Quarles was sworn in as the Fed's first vice chairman for supervision in October. The position was created by the Dodd-Frank but remained unfilled in the Obama administration as its functions were essentially performed by former Fed Gov. Daniel Tarullo, who headed the Fed’s supervisory committee.
Since joining the central bank, Quarles has made a handful of speeches outlining his views — primarily on stress testing and cybercrime — but Friday's remarks were his most expansive about core issues like bank capital and liquidity requirements.
Quarles said he has also directed staff to conduct a “comprehensive review” of regulations related to capital, liquidity, stress testing and resolution planning in order to “consider the effect of those regulatory frameworks on resiliency and resolvability of the financial system” but also “more broadly to evaluate their costs and benefits.”
Quarles also said that the central bank’s regulatory review effectively began before he joined the Fed, and said that there are “areas of low-hanging fruit” that the central bank has already begun implementing. Those include simplifying capital rules for small banks, reducing the burden in resolution planning, revising some requirements in the stress testing program, recalibrating the leverage ratio and streamlining the Volcker Rule prohibition on proprietary trading.
When asked whether there were any deregulatory proposals that he thought go too far, Quarles said he could not think of any. But he noted that his objective is not to roll back regulations as a matter of policy. Rather, he said, now is an appropriate time to review what changes might be necessary to make the vast and complex post-crisis regulatory regime more effective while preserving those essential innovations.

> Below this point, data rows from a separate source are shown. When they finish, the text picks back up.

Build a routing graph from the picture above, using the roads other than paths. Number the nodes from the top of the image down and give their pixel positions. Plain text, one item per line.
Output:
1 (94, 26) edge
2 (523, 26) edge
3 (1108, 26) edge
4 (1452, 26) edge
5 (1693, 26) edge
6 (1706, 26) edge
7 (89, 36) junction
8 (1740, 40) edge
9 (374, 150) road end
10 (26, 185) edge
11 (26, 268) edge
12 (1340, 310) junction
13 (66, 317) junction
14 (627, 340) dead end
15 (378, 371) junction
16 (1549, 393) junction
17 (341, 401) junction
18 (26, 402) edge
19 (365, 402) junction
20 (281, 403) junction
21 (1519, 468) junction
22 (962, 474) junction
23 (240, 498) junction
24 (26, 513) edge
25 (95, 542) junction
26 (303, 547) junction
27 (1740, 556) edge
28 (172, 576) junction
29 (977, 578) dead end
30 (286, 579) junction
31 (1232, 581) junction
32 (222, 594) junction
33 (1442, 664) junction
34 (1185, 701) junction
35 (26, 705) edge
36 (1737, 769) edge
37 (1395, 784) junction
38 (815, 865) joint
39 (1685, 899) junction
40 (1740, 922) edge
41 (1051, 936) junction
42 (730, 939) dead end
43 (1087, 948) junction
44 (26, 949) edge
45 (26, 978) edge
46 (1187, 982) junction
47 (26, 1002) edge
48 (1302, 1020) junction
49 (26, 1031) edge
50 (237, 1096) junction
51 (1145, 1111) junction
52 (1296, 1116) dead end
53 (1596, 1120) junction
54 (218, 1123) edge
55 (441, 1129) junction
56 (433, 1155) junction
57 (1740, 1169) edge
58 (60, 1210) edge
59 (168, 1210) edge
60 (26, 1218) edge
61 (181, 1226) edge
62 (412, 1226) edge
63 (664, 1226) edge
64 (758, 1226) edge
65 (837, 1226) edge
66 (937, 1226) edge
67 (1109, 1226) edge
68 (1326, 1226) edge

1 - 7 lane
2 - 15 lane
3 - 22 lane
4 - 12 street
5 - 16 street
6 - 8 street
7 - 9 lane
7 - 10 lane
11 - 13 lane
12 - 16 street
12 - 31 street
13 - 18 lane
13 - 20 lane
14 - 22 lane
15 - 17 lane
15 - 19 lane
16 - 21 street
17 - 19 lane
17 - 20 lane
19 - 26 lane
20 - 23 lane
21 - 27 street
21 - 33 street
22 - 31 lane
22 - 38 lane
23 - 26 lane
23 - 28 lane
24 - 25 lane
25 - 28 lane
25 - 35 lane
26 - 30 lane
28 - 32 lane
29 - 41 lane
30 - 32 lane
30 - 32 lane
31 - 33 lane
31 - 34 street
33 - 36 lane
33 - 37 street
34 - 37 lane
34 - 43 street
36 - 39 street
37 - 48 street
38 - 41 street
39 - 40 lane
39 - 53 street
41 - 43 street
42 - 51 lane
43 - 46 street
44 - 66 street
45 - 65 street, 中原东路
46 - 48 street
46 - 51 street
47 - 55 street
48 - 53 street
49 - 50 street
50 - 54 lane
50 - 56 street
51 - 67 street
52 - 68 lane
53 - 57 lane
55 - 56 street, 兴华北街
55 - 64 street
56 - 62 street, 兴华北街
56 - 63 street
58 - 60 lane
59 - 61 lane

“I view that as the responsible action of any institution such as the Federal Reserve that has completed the first step … as complex and important as the post-crisis financial regulation,” Quarles said. “This was inevitable. Tarullo started it before I got there — I don’t know that we’ve gotten to the same place had he stayed — but the process is one that is simply the direction we were going in.”
Quarles said that the agency does “intend to implement” the proposed Net Stable Funding Ratio, which was proposed during the Obama administration, though the Fed will “take into account and carefully consider … a number of serious, thoughtful comments” on the proposed rule. He had less of a timetable on the Basel Committee’s recently completed standards for a fundamental review of the trading book, which he said had a long implementation date and were still subject to some potential changes at the international level.
He added that he has directed supervisors not to cite or consider a 2013 interagency leveraged lending guidance that was recently declared to be a rule by the Government Accountability Office and is therefore subject to Congressional Review Act consideration. Quarles said that, as a general matter, guidance can be helpful for institutions that want to know what the rules ought to be, but in this case the guidance should not be relied upon as a basis of an enforcement or supervisory action.
“I have made clear that this is not something that is cited in supervisory action or taken into account,” Quarles said. “It is guidance, not a rule.”